Former Eastern Washington coach Paul Wulff returns to Roos Field

Ten years have passed since he left Cheney, but Paul Wulff still talks about the Eastern Washington football program in the ultimate term of endearment:
The first-person plural.
As in, “We built this program.”
And why not? Wulff ranks fourth in coaching wins in school history and was one of the architects of Eastern’s unlikely transformation into a national power at the FCS level.
If Eastern Washington ever decides to carve a football-themed Mt. Rushmore into a nearby hill, Wulff’s image would be there, alongside former head coaches Dick Zornes, Mike Kramer and Beau Baldwin.
That foursome represents 37 unbroken years of continuity, from NAIA also-ran to FCS power. Wulff was there for 16 of them.
“We tried to fight the good fight, doing more with less, and move the program forward. It was always about the people and community,” said Wulff, who went 53-40 in eight years as head coach.
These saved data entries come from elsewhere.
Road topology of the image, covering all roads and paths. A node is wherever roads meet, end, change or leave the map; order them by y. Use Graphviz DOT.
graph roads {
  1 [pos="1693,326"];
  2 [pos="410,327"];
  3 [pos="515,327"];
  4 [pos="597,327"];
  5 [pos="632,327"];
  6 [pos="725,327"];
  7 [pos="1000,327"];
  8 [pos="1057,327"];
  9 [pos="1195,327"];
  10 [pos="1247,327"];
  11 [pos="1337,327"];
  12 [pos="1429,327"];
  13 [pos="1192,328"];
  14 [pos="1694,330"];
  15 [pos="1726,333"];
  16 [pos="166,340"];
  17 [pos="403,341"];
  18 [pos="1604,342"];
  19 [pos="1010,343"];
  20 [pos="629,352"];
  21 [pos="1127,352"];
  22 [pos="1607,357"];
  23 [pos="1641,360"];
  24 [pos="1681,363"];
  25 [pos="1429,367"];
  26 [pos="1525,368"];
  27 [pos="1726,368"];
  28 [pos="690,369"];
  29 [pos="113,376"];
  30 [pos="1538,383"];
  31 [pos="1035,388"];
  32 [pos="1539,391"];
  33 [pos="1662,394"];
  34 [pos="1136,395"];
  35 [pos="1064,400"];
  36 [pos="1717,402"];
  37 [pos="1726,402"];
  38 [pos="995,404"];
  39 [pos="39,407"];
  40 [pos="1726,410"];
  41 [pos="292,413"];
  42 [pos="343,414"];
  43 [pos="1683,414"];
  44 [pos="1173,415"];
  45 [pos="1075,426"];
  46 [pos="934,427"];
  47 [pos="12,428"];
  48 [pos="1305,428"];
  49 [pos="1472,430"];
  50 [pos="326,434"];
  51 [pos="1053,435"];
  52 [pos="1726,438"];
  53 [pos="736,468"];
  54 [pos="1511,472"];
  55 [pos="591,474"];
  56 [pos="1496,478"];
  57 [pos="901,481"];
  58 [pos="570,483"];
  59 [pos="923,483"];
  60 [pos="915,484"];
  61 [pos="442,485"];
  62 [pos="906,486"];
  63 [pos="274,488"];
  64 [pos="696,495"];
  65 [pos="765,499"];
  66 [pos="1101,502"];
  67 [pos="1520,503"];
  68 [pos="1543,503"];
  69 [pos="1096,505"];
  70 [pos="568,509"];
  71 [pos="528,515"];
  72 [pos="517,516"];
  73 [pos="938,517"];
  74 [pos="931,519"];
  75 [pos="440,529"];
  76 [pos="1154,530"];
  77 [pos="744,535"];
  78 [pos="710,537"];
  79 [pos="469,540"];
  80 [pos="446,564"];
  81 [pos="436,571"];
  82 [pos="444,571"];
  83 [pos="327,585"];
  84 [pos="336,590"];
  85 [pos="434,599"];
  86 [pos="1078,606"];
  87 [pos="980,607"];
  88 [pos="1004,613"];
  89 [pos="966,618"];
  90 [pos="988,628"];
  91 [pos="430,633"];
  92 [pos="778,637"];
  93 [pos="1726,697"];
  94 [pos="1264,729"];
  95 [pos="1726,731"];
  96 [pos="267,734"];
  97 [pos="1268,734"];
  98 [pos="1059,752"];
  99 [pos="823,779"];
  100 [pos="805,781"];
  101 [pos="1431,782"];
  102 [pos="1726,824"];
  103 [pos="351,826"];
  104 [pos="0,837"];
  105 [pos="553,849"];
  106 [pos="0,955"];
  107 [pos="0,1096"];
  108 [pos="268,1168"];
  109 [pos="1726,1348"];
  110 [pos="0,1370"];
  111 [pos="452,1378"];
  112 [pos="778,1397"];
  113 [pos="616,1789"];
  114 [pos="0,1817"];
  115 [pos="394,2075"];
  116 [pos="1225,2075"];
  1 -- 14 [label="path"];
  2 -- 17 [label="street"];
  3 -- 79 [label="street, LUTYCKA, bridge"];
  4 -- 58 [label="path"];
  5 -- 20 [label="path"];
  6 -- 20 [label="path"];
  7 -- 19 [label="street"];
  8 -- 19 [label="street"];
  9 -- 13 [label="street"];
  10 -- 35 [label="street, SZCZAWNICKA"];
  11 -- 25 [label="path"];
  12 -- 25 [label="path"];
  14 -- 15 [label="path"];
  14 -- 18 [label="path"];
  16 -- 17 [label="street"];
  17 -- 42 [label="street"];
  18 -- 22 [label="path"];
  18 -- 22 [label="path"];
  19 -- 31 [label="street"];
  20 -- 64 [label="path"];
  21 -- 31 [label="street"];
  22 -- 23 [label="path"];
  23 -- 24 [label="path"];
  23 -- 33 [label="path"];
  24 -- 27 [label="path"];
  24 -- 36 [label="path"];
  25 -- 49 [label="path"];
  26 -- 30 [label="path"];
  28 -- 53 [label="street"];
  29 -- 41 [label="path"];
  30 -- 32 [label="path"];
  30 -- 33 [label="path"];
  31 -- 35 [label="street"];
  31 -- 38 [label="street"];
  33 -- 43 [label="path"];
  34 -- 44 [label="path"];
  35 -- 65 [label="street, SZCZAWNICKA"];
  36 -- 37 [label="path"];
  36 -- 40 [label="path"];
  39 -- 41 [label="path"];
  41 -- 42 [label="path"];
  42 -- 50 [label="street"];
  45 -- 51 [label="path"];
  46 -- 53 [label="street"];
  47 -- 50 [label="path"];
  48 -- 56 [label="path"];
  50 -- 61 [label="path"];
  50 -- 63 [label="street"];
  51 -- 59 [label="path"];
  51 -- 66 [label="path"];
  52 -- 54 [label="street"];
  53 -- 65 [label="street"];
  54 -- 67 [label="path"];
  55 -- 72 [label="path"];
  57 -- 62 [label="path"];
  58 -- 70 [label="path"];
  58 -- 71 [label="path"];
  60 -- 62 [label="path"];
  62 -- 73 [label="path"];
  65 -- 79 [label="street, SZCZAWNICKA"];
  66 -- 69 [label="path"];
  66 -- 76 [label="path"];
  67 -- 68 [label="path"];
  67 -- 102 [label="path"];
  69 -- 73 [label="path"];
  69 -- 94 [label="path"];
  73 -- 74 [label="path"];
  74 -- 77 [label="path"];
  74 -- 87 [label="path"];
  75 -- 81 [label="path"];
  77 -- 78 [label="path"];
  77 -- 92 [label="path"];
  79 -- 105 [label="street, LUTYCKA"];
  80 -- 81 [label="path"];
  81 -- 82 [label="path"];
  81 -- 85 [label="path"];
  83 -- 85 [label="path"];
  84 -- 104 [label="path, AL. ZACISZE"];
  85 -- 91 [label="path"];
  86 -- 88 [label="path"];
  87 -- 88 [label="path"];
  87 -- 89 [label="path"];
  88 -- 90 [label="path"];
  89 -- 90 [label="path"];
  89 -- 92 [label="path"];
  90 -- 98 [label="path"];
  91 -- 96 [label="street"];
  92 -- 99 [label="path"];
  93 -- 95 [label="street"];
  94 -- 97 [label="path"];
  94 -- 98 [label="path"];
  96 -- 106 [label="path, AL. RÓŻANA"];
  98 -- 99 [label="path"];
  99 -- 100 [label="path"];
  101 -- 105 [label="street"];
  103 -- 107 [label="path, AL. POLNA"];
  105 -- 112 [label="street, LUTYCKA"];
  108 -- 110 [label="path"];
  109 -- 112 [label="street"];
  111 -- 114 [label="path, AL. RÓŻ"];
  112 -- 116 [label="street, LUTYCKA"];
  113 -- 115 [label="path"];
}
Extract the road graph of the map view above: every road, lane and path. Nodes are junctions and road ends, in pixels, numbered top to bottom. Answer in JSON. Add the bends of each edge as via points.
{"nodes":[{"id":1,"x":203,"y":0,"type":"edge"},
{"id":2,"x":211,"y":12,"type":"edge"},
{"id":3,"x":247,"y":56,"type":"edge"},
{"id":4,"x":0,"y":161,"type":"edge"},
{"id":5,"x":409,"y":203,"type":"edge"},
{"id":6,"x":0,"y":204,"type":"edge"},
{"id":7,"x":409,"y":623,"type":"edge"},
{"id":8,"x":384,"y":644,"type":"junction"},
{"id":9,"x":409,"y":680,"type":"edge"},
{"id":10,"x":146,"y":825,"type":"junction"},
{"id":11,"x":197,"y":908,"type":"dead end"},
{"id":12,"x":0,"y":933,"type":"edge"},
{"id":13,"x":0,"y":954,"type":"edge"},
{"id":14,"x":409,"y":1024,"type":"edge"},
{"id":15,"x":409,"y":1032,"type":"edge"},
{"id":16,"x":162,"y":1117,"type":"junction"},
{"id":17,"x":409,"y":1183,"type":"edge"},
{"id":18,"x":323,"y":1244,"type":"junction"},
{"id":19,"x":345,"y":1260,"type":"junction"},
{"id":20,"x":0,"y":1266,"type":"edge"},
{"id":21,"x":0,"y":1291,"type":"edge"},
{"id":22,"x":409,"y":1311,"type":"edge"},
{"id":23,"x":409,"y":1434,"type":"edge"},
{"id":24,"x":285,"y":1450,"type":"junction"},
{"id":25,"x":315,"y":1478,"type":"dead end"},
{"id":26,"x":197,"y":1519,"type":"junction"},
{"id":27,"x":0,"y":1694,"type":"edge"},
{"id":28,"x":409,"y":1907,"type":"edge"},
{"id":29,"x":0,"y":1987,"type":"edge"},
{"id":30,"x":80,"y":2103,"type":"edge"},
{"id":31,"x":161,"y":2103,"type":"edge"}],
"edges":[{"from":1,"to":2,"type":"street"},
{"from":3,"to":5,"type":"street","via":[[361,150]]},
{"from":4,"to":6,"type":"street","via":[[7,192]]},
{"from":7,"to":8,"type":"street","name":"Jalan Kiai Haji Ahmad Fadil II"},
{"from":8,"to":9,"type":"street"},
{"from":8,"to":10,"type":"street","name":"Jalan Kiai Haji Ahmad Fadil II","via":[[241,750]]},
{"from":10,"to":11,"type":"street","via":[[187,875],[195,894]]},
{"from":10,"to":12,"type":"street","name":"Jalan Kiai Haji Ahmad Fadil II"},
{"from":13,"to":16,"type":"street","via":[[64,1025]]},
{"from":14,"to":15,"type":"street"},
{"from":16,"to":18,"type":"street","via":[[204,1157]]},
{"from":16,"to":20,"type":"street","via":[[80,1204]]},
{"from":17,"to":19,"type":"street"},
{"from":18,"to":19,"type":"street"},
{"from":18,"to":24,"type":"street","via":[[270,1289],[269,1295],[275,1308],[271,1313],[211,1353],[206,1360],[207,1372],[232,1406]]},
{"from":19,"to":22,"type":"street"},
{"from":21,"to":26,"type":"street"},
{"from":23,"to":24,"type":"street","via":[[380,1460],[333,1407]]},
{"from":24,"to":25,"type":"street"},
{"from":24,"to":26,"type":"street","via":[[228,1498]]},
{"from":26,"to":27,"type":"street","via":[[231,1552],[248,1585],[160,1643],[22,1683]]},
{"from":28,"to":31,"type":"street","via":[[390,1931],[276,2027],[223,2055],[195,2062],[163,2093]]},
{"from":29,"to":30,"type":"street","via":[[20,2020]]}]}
This weekend in Cheney, Wulff will be on the Sacramento State sideline, coaching the offensive line and trying to help his friend and boss Jody Sears beat the juggernaut they helped build.
Best: ‘He believed in me’
Across the field will be Eastern coach Aaron Best, who barely 20 years ago was a high school kid from Tacoma trying to impress Wulff – a former center at Washington State – during one of Eastern’s summer camps.
“He believed in me. … He didn’t know me from anyone else, and by the looks of me I wouldn’t have recruited me either,” Best said.
Instead, Wulff brought Best to Cheney and turned him into an all-conference center.
“He’s a special mentor,” Best said. “He gave me my first chance of playing and coaching, and I’m forever indebted.”
Like many other coaches who started at Eastern, Wulff managed to do more with less.
He did that all his life, going from a barely recruited high school lineman in northern California to a four-year starter with the Cougars.
Toughness came naturally. Eighteen days after being hospitalized for appendicitis, he suited up for the Apple Cup. After three years of pro ball, Wulff was a grad assistant with the Eagles, living in a trailer and sharing a cubicle in Cheney with Kramer, then the Eagles’ offensive line coach.
Wulff filled Kramer’s shoes twice, as O-line coach in 1994 and head coach in 2000. He went on to win a share of two Big Sky titles and three berths in the postseason, and was conference coach of the year in 2001, 2004 and 2005.
His 53 wins at Eastern put Wulff behind only Zornes (89) Baldwin (85) and the legendary W.B. “Red” Reese (66).
Wulff succeeded despite personal tragedy. His mother Delores went missing from their rural California home when he was just 12. She was never found.
His father Carl was jailed and arraigned, but the case was eventually dismissed for lack of evidence. Carl died in 2005, estranged from his four children, Paul included.
In 2002, Wulff’s lost his wife Tammy, his sweetheart at WSU, after a five-year battle with brain cancer.
A winning formula
Giving deference to Zornes and Kramer, Wulff said they laid the groundwork of success with “evaluating people.”
“Some people misunderstand coaching – they think it’s about salesmanship” Wulff said. “No, it’s about evaluating your kids in terms of the philosophy you’re putting into the program.
“When you get them into the program, you become a mentor, and you have to get all of your assistants on the same page.”
On the field, one of the biggest moments came in Bozeman in 2005. The Eagles were 5-4 and needed two more wins to reach the playoffs. Trailing Montana State by 28 in the second half, quarterback Erik Meyer and the Eagles rallied for a 51-44 win.
“I think that was a turning point for our program,” Wulff said.
Two years later, the Eagles were back in the playoffs. The 2007 season – and Wulff’s time in Cheney – ended with a 38-35 loss at Appalachian State, the same team that made history by beating Michigan earlier that year.
While Baldwin took the EWU program even further, Wulff went on to Washington State as head coach. Fired after the 2011 season, he had stints at South Florida, Iowa State and the San Francisco 49ers.
He reunited with Sears last year at Sacramento State. His visit to Cheney will bring him full circle with Best.
“He’s been through a lot,” he said of Best. “I knew if I could get him into coaching he would be a success.”